Health IT Risk-Based Framework ProposedAgencies' Recommendations Take into Account Security
Federal regulators have released a long-awaited proposed framework for addressing safety risks involved in using healthcare information technology, including electronic health records and medical devices. The report takes into account that cybersecurity can play a role in ensuring the safe use of health IT.
Addressing privacy and security risks is the shared responsibility of vendors and other healthcare stakeholders, the report notes, downplaying the need for more regulations.
"Privacy and security issues are equally important across the lifecycle of the health IT products and across the different types of health IT functionality," says Bakul Patel, a senior policy adviser at the FDA. "As we have said in the past, cybersecurity is a shared responsibility to assure that proper systems are in place to address privacy, security and safety of medical devices," says Patel, who was the FDA's point person in the development of the framework proposals.
While the report acknowledges that the FDA provides regulatory oversight over medical devices, it proposes no new classes of health IT to fall under the FDA's jurisdiction.
"The proposed health IT framework is based on risk to patients, and under that framework, the FDA intends to focus its oversight on those health IT products that pose a greater risk to patients if they don't work as intended," Patel says. "Higher-risk medical device functions are already regulated by the FDA and would continue to be regulated by the FDA on any platform - for example, mobile."
The proposal calls for the creation of a public-private entity - the Health IT Safety Center - that would serve as a "trusted convener" of health IT stakeholders, including vendors and healthcare providers. The center would "identify the governance structures and functions needed for the creation of a sustainable, integrated health IT learning system that avoids regulatory duplication and leverages and complements existing and ongoing efforts."
Concerning the center's role, the report notes: "Vendors, health IT developers, healthcare providers and healthcare organizations should report serious health IT-related safety events to a trusted source that can aggregate and analyze information and disseminate findings."
The 34-page report was prepared by the Department of Health and Human Services' Food and Drug Administration and Office of the National Coordinator for Health IT, as well as the Federal Communications Commission. The report was called for under the Food and Drug Administration Safety and Innovation Act.
The agencies are seeking public comment on the proposals for 90 days. Then, they'll convene a public meeting before finalizing a strategy and recommendations.
"These proposals advance the idea that we all have an obligation in a mature digital healthcare infrastructure that is secure and ensures patient safety and privacy," says Dale Nordenberg, M.D., founder of the Medical Device Innovation, Safety and Security Consortium.
"This is an important report that clearly recognizes that a massive investment has been made in rapid adoption of health IT by healthcare providers across the system, and with that comes an element of risk," he says. "This report is not deep in prescriptive dos and don'ts. This framework is about taking the mass adoption of health IT and helping it to mature into a robust, safe, secure and private infrastructure."

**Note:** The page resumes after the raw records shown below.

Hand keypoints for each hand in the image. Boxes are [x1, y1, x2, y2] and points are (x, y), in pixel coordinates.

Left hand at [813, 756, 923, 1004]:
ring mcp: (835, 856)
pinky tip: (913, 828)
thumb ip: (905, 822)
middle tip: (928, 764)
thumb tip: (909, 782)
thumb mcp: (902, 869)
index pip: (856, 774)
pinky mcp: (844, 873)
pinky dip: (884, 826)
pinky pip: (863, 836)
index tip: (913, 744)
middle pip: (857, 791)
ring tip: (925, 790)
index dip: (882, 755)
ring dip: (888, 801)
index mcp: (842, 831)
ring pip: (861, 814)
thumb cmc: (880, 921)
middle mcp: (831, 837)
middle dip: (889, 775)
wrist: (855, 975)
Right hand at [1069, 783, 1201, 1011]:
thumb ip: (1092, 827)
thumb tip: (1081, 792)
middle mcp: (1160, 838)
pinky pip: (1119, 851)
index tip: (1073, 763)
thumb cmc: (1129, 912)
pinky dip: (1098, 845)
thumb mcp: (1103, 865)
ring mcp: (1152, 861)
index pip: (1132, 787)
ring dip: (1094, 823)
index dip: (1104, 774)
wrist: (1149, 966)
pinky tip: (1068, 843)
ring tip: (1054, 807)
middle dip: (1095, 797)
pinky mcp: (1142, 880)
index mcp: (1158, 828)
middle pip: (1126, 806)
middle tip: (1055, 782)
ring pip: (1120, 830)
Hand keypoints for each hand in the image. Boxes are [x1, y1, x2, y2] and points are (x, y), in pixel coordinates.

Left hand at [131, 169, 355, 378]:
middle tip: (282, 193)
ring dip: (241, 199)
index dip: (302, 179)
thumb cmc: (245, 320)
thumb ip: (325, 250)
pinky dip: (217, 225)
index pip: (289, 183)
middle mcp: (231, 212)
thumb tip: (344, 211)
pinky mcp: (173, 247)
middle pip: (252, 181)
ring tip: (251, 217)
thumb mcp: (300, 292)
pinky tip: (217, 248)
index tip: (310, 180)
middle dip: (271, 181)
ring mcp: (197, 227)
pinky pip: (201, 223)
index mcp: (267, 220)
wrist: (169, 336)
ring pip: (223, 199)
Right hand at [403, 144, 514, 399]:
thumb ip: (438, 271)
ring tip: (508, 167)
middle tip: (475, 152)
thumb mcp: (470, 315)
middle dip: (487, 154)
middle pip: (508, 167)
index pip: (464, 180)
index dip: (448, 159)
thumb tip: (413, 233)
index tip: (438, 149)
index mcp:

In the report, the agencies propose "the creation of an agile, narrowly-tailored, risk-based health IT regulatory framework that primarily relies on ONC-coordinated activities and private-sector capabilities, and focuses on health IT functionality rather than on the platforms on which it resides."
"There are a number of areas that need clarification and that will occur during the comment period," says Julian Goldman, M.D., who co-chaired an advisory subgroup of a FDASIA workgroup that crafted recommendations for ONC relating to the risk-based framework. "In particular, the ... safety center initiative is of primary importance and must be fleshed out."
Goldman notes that among issues that need to be discussed is whether breaches caused by "HIT gaps" should be reported to ONC.